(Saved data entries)
Start of Block

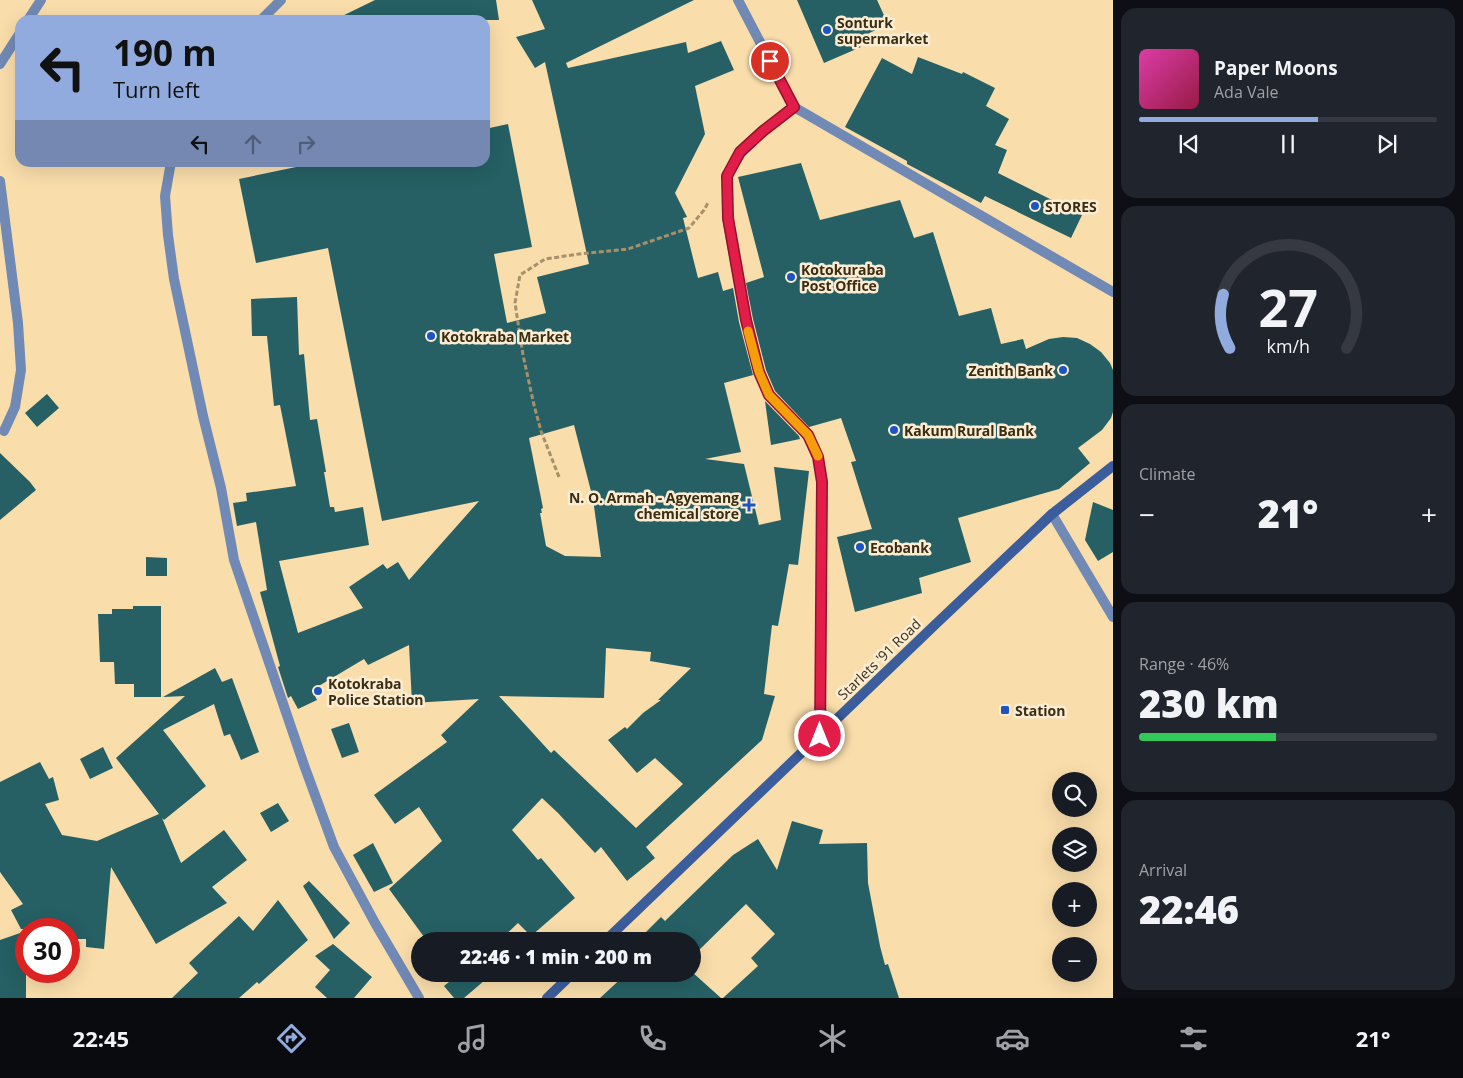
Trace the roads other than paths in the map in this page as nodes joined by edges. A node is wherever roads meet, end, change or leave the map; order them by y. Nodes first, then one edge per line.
1 (41, 0) edge
2 (281, 0) edge
3 (738, 0) edge
4 (31, 15) edge
5 (266, 15) edge
6 (15, 41) edge
7 (0, 64) edge
8 (794, 107) junction
9 (170, 167) edge
10 (0, 181) edge
11 (1113, 292) edge
12 (4, 431) dead end
13 (1113, 466) edge
14 (1052, 514) junction
15 (1113, 617) edge
16 (820, 736) junction
17 (614, 932) edge
18 (564, 982) edge
19 (419, 998) edge
20 (547, 998) edge

1 - 4 street
2 - 5 street
3 - 8 street
6 - 7 street
8 - 11 street
8 - 16 street
9 - 19 street
10 - 12 street
13 - 14 street, Starlets '91 Road
14 - 15 street
14 - 16 street, Starlets '91 Road
16 - 17 street, Starlets '91 Road
18 - 20 street

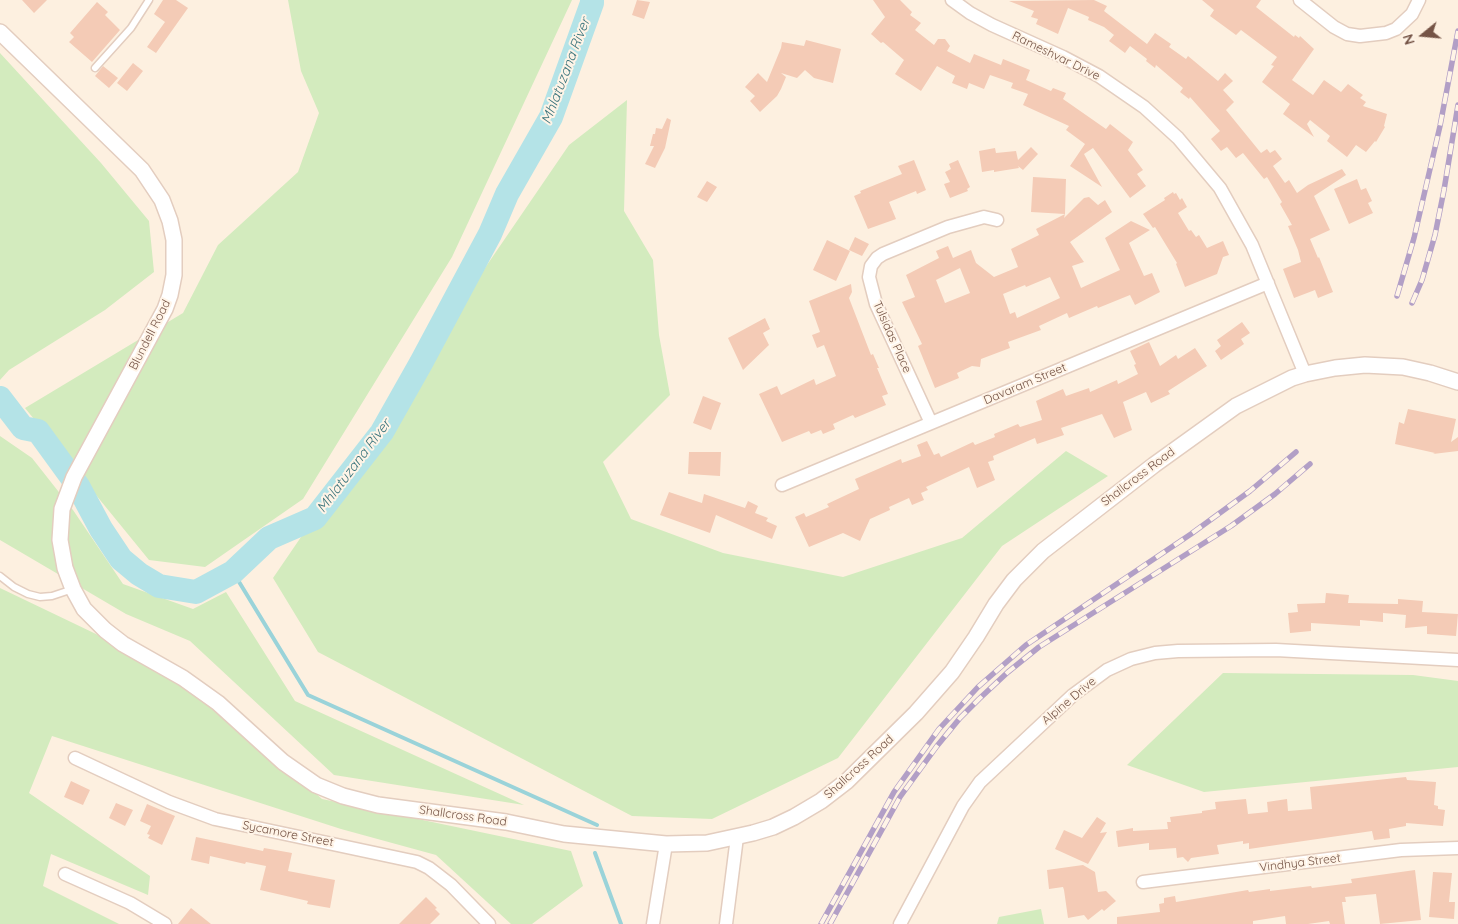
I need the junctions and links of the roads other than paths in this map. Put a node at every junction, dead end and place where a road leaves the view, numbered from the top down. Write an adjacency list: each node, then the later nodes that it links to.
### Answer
1 (149, 0): 6 (lane)
2 (952, 0): 8 (street, Rameshvar Drive)
3 (1300, 0): 4 (street)
4 (1418, 0)
5 (0, 32): 13 (street, Blundell Road)
6 (95, 68)
7 (997, 220): 11 (street, Tulsidas Place)
8 (1268, 283): 9 (street, Rameshvar Drive); 11 (street, Davaram Street)
9 (1305, 374): 10 (street, Shallcross Road); 18 (street, Shallcross Road)
10 (1458, 382)
11 (931, 423): 12 (street, Davaram Street)
12 (782, 485)
13 (65, 568): 15 (street, Shallcross Road)
14 (0, 576): 15 (lane)
15 (73, 589): 19 (street, Shallcross Road)
16 (1458, 660): 27 (street, Alpine Drive)
17 (75, 758): 24 (street, Sycamore Street)
18 (737, 837): 19 (street, Shallcross Road); 26 (street)
19 (666, 844): 25 (street)
20 (1458, 848): 22 (street, Vindhya Street)
21 (65, 874): 23 (street)
22 (1142, 882)
23 (165, 924)
24 (489, 924)
25 (653, 924)
26 (726, 924)
27 (900, 924)

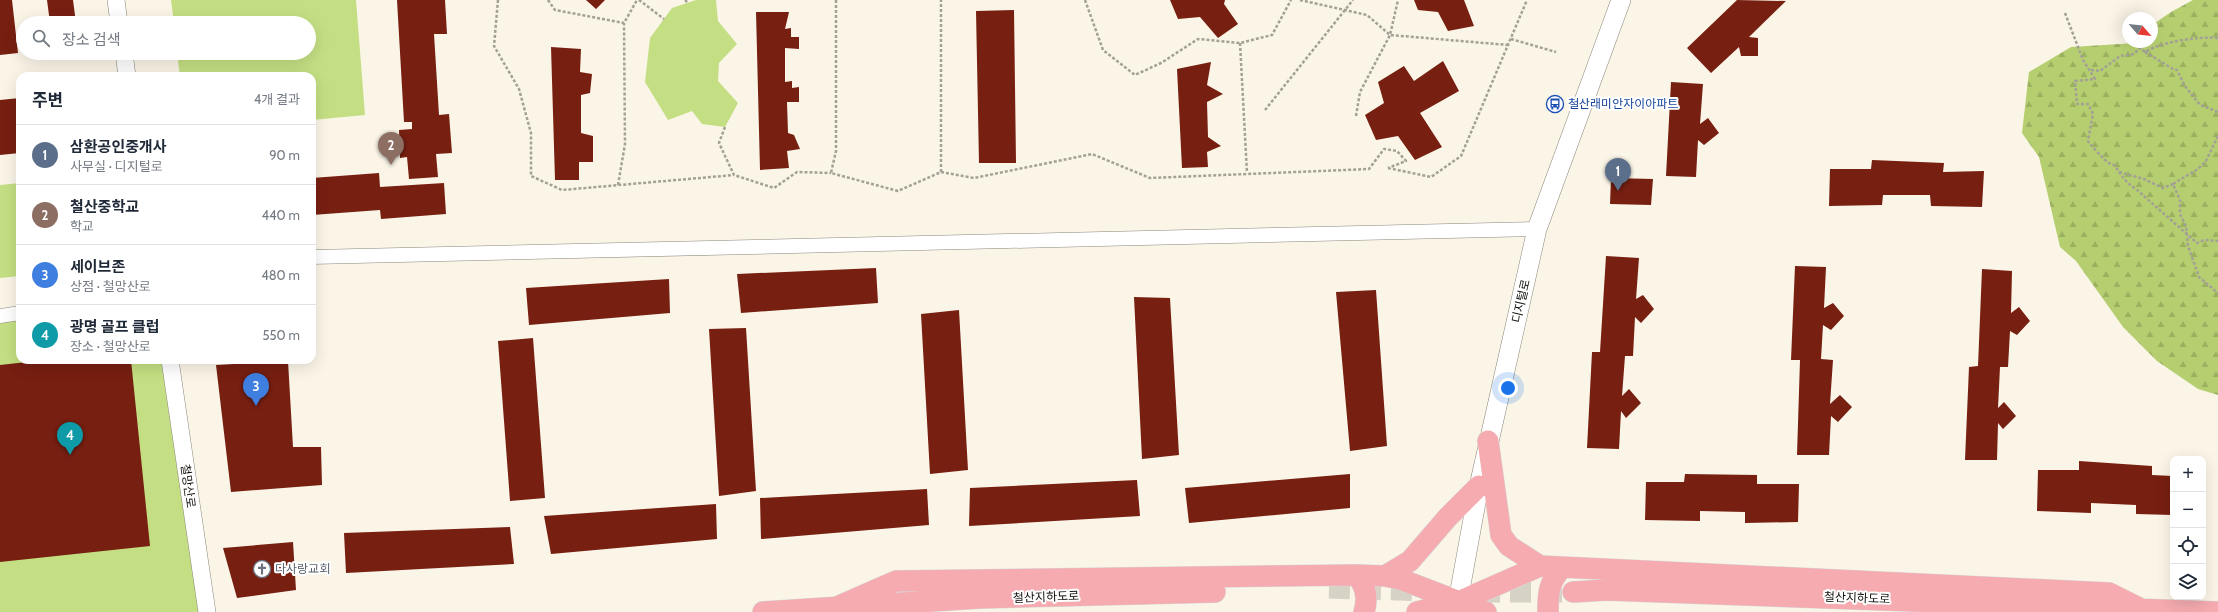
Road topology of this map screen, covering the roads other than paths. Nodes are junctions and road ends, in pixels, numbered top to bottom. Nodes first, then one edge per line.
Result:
1 (116, 0) edge
2 (1621, 0) edge
3 (118, 16) edge
4 (125, 60) edge
5 (126, 72) edge
6 (1537, 229) junction
7 (316, 257) edge
8 (16, 314) edge
9 (0, 316) edge
10 (171, 364) edge
11 (1488, 441) junction
12 (1479, 486) junction
13 (1540, 566) junction
14 (1562, 567) junction
15 (1356, 576) junction
16 (1385, 576) junction
17 (1329, 588) tunnel mouth
18 (1573, 592) tunnel mouth
19 (1457, 607) edge
20 (832, 609) junction
21 (2141, 610) junction
22 (207, 612) edge
23 (763, 612) edge
24 (1364, 612) edge
25 (1417, 612) tunnel mouth
26 (1486, 612) tunnel mouth
27 (1548, 612) edge
28 (2217, 612) edge

1 - 3 street
2 - 6 main road, 디지털로
4 - 5 street
6 - 7 street
6 - 11 main road, 디지털로
8 - 9 street
10 - 22 street, 철망산로
11 - 12 main road, 디지털로
11 - 13 main road
12 - 16 main road
12 - 19 main road, 디지털로
13 - 14 main road
13 - 19 main road
14 - 21 main road
14 - 27 main road
15 - 16 main road
15 - 20 main road
15 - 24 main road
16 - 19 main road
17 - 20 main road, 철산지하도로
18 - 21 main road, 철산지하도로
19 - 25 main road
19 - 26 main road
20 - 23 main road, 철산지하도로
21 - 28 main road, 철산지하도로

End of Block

> **What you should do**: Print each record exactly as it stands, omitting the pictures.

> **Answer space**:
Trace the roads other than paths in the map in this page as nodes joined by edges. A node is wherever roads meet, end, change or leave the map; order them by y. Nodes first, then one edge per line.
1 (41, 0) edge
2 (281, 0) edge
3 (738, 0) edge
4 (31, 15) edge
5 (266, 15) edge
6 (15, 41) edge
7 (0, 64) edge
8 (794, 107) junction
9 (170, 167) edge
10 (0, 181) edge
11 (1113, 292) edge
12 (4, 431) dead end
13 (1113, 466) edge
14 (1052, 514) junction
15 (1113, 617) edge
16 (820, 736) junction
17 (614, 932) edge
18 (564, 982) edge
19 (419, 998) edge
20 (547, 998) edge

1 - 4 street
2 - 5 street
3 - 8 street
6 - 7 street
8 - 11 street
8 - 16 street
9 - 19 street
10 - 12 street
13 - 14 street, Starlets '91 Road
14 - 15 street
14 - 16 street, Starlets '91 Road
16 - 17 street, Starlets '91 Road
18 - 20 street

I need the junctions and links of the roads other than paths in this map. Put a node at every junction, dead end and place where a road leaves the view, numbered from the top down. Write an adjacency list: each node, then the later nodes that it links to.
### Answer
1 (149, 0): 6 (lane)
2 (952, 0): 8 (street, Rameshvar Drive)
3 (1300, 0): 4 (street)
4 (1418, 0)
5 (0, 32): 13 (street, Blundell Road)
6 (95, 68)
7 (997, 220): 11 (street, Tulsidas Place)
8 (1268, 283): 9 (street, Rameshvar Drive); 11 (street, Davaram Street)
9 (1305, 374): 10 (street, Shallcross Road); 18 (street, Shallcross Road)
10 (1458, 382)
11 (931, 423): 12 (street, Davaram Street)
12 (782, 485)
13 (65, 568): 15 (street, Shallcross Road)
14 (0, 576): 15 (lane)
15 (73, 589): 19 (street, Shallcross Road)
16 (1458, 660): 27 (street, Alpine Drive)
17 (75, 758): 24 (street, Sycamore Street)
18 (737, 837): 19 (street, Shallcross Road); 26 (street)
19 (666, 844): 25 (street)
20 (1458, 848): 22 (street, Vindhya Street)
21 (65, 874): 23 (street)
22 (1142, 882)
23 (165, 924)
24 (489, 924)
25 (653, 924)
26 (726, 924)
27 (900, 924)

Road topology of this map screen, covering the roads other than paths. Nodes are junctions and road ends, in pixels, numbered top to bottom. Nodes first, then one edge per line.
Result:
1 (116, 0) edge
2 (1621, 0) edge
3 (118, 16) edge
4 (125, 60) edge
5 (126, 72) edge
6 (1537, 229) junction
7 (316, 257) edge
8 (16, 314) edge
9 (0, 316) edge
10 (171, 364) edge
11 (1488, 441) junction
12 (1479, 486) junction
13 (1540, 566) junction
14 (1562, 567) junction
15 (1356, 576) junction
16 (1385, 576) junction
17 (1329, 588) tunnel mouth
18 (1573, 592) tunnel mouth
19 (1457, 607) edge
20 (832, 609) junction
21 (2141, 610) junction
22 (207, 612) edge
23 (763, 612) edge
24 (1364, 612) edge
25 (1417, 612) tunnel mouth
26 (1486, 612) tunnel mouth
27 (1548, 612) edge
28 (2217, 612) edge

1 - 3 street
2 - 6 main road, 디지털로
4 - 5 street
6 - 7 street
6 - 11 main road, 디지털로
8 - 9 street
10 - 22 street, 철망산로
11 - 12 main road, 디지털로
11 - 13 main road
12 - 16 main road
12 - 19 main road, 디지털로
13 - 14 main road
13 - 19 main road
14 - 21 main road
14 - 27 main road
15 - 16 main road
15 - 20 main road
15 - 24 main road
16 - 19 main road
17 - 20 main road, 철산지하도로
18 - 21 main road, 철산지하도로
19 - 25 main road
19 - 26 main road
20 - 23 main road, 철산지하도로
21 - 28 main road, 철산지하도로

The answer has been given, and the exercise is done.